TASK INPUTS —
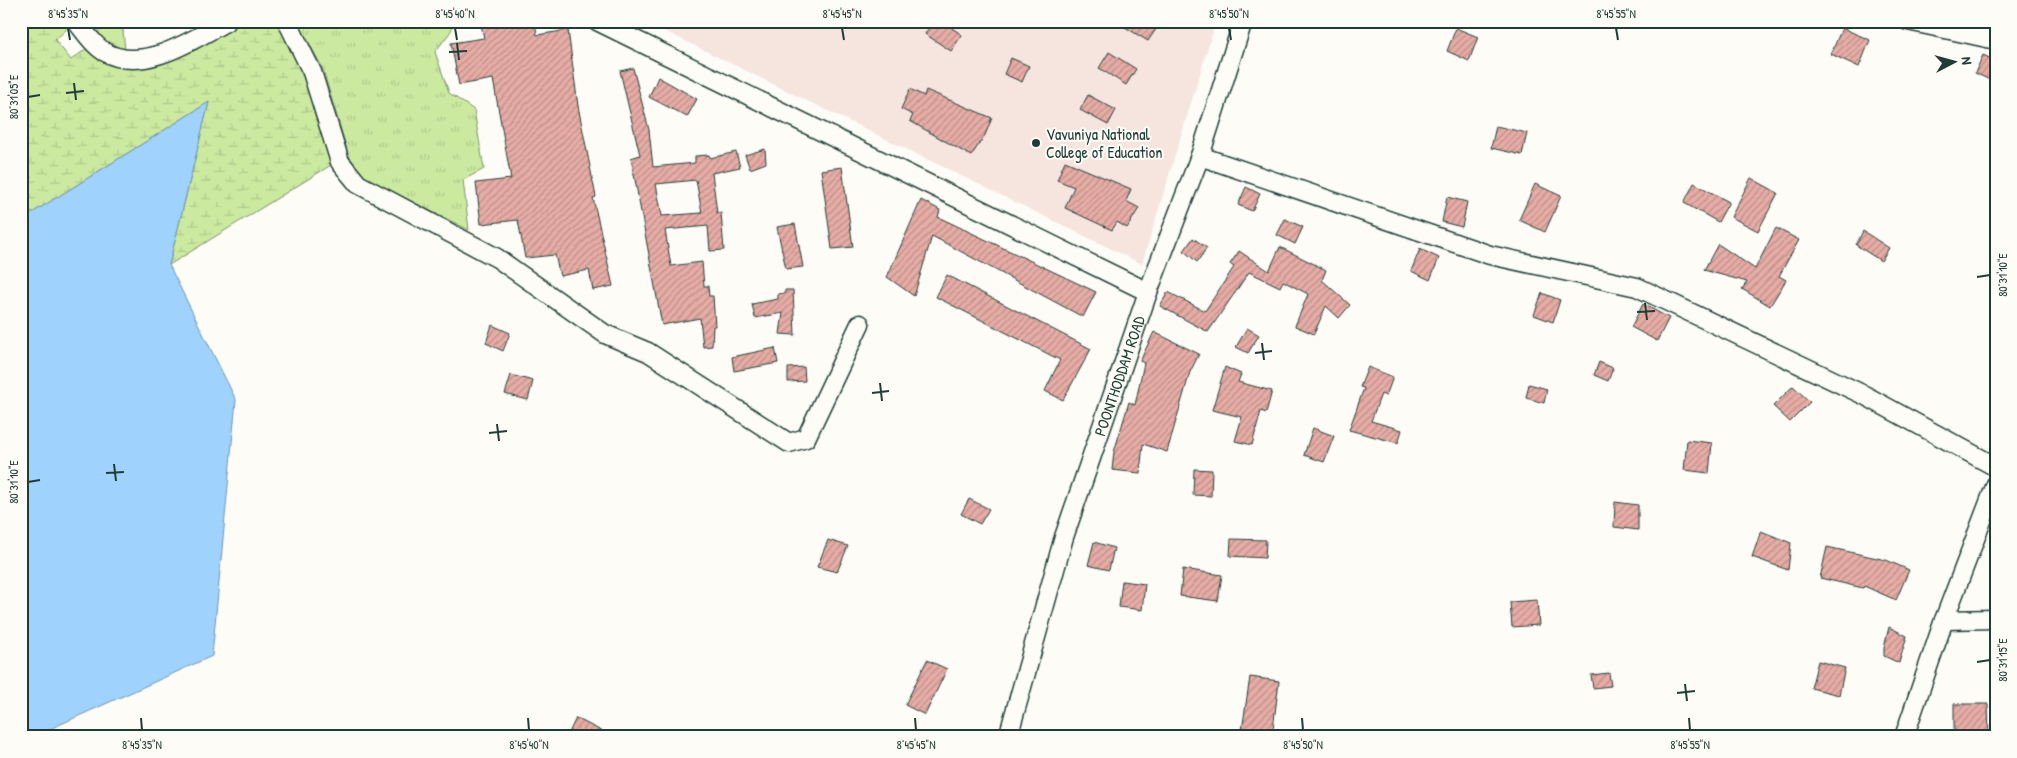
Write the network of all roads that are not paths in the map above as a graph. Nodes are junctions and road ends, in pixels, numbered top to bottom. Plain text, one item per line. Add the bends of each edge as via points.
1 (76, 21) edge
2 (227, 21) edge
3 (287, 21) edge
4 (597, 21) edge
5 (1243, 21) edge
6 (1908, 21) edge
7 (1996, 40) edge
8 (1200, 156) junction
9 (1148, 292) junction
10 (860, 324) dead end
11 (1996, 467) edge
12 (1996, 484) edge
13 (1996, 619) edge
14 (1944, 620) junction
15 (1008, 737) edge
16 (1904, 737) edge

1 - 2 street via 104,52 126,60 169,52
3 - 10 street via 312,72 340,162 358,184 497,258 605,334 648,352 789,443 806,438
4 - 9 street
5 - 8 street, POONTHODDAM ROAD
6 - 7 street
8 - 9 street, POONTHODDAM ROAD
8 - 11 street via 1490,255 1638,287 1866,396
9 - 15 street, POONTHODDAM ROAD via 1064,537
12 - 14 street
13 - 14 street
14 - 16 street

---

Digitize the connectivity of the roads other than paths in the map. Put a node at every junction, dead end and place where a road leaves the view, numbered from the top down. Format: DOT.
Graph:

* * *

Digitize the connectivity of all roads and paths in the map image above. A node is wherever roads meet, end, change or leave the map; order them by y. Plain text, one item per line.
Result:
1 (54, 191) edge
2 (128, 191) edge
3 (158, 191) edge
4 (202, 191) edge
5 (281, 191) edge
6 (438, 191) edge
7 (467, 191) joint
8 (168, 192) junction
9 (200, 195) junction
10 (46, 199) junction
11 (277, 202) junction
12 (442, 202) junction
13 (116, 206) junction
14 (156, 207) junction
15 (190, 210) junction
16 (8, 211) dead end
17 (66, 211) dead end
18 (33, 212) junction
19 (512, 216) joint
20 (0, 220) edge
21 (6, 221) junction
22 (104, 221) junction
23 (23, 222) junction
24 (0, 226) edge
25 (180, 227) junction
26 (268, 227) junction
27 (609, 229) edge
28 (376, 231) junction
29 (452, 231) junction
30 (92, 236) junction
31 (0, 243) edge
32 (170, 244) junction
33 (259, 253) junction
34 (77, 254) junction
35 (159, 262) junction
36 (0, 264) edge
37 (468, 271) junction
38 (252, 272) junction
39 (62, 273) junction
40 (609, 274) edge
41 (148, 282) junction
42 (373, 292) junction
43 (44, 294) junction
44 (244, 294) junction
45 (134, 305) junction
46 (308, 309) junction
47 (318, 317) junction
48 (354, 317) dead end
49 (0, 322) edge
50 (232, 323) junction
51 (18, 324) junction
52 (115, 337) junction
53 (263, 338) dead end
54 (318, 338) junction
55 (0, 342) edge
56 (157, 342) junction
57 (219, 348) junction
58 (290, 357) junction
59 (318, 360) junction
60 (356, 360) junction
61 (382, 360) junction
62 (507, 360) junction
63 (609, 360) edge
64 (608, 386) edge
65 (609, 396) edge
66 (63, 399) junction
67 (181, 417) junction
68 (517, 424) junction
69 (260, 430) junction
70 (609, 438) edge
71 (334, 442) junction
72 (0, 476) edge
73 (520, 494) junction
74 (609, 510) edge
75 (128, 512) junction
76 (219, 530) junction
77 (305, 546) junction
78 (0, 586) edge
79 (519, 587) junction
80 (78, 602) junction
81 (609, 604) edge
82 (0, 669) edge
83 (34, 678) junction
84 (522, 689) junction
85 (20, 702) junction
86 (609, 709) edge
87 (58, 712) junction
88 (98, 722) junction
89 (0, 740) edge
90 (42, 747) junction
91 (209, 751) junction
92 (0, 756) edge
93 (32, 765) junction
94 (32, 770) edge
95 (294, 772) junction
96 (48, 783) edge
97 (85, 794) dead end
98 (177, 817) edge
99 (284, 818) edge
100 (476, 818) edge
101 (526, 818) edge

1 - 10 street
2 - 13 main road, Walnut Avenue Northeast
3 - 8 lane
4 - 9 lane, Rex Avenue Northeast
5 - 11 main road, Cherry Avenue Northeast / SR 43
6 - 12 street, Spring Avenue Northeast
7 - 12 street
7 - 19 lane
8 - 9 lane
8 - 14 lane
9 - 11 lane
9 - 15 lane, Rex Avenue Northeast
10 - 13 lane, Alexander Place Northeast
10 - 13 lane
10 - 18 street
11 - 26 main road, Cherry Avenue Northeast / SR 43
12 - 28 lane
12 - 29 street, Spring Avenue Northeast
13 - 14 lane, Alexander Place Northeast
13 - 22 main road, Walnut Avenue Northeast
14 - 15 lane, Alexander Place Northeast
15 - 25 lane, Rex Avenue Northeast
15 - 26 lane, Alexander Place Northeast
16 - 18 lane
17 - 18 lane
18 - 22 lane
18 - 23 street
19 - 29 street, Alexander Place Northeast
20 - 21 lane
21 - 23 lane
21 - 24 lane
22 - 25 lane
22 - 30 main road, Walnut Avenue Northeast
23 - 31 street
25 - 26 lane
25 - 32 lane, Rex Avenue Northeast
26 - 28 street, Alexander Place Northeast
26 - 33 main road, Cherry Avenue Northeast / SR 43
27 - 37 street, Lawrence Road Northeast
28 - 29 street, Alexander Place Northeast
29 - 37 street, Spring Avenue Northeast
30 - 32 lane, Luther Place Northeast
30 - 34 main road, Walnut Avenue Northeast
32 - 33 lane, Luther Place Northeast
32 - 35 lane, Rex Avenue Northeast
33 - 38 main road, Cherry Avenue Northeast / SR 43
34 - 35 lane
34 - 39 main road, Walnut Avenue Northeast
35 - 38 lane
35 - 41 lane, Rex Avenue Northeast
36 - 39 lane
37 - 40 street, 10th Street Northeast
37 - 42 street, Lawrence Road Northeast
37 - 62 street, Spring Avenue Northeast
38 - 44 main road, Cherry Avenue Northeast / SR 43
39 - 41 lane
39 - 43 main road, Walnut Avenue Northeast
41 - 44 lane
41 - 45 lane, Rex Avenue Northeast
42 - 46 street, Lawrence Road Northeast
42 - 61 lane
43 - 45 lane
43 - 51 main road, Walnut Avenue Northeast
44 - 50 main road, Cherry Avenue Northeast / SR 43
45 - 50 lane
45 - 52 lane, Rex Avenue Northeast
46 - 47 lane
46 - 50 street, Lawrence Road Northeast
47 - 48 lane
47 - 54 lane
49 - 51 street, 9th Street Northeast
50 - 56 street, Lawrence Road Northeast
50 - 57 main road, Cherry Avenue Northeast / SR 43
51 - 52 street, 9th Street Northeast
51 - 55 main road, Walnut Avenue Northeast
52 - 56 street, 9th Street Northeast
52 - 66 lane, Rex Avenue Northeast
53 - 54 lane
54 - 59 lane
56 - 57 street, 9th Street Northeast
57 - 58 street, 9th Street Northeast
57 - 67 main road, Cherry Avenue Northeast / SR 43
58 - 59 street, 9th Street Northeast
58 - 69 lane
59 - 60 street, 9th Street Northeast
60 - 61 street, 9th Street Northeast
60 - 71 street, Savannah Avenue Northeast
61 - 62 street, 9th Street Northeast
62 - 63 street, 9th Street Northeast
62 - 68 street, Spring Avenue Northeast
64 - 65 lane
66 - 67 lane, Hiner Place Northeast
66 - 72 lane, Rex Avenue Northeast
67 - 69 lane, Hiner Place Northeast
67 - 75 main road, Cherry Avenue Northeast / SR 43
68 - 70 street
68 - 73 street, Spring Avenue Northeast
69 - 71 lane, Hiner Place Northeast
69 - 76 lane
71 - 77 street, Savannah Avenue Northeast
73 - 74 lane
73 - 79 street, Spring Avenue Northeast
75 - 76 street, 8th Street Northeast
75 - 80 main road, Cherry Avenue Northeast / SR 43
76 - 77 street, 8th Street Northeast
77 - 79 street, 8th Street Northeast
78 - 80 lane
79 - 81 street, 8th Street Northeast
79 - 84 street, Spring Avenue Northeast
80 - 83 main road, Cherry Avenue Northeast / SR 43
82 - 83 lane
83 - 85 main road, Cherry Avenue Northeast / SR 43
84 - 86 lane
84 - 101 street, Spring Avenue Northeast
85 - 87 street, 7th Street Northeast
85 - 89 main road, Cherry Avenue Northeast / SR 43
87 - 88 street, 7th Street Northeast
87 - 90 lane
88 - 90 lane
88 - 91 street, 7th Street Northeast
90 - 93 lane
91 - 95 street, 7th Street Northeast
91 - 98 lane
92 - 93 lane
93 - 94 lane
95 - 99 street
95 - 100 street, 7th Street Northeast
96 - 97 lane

TASK TO COMPLETE — A bare number is the whole answer: how many lines in the listing hold the string "connectivity".

TASK ANSWER — 2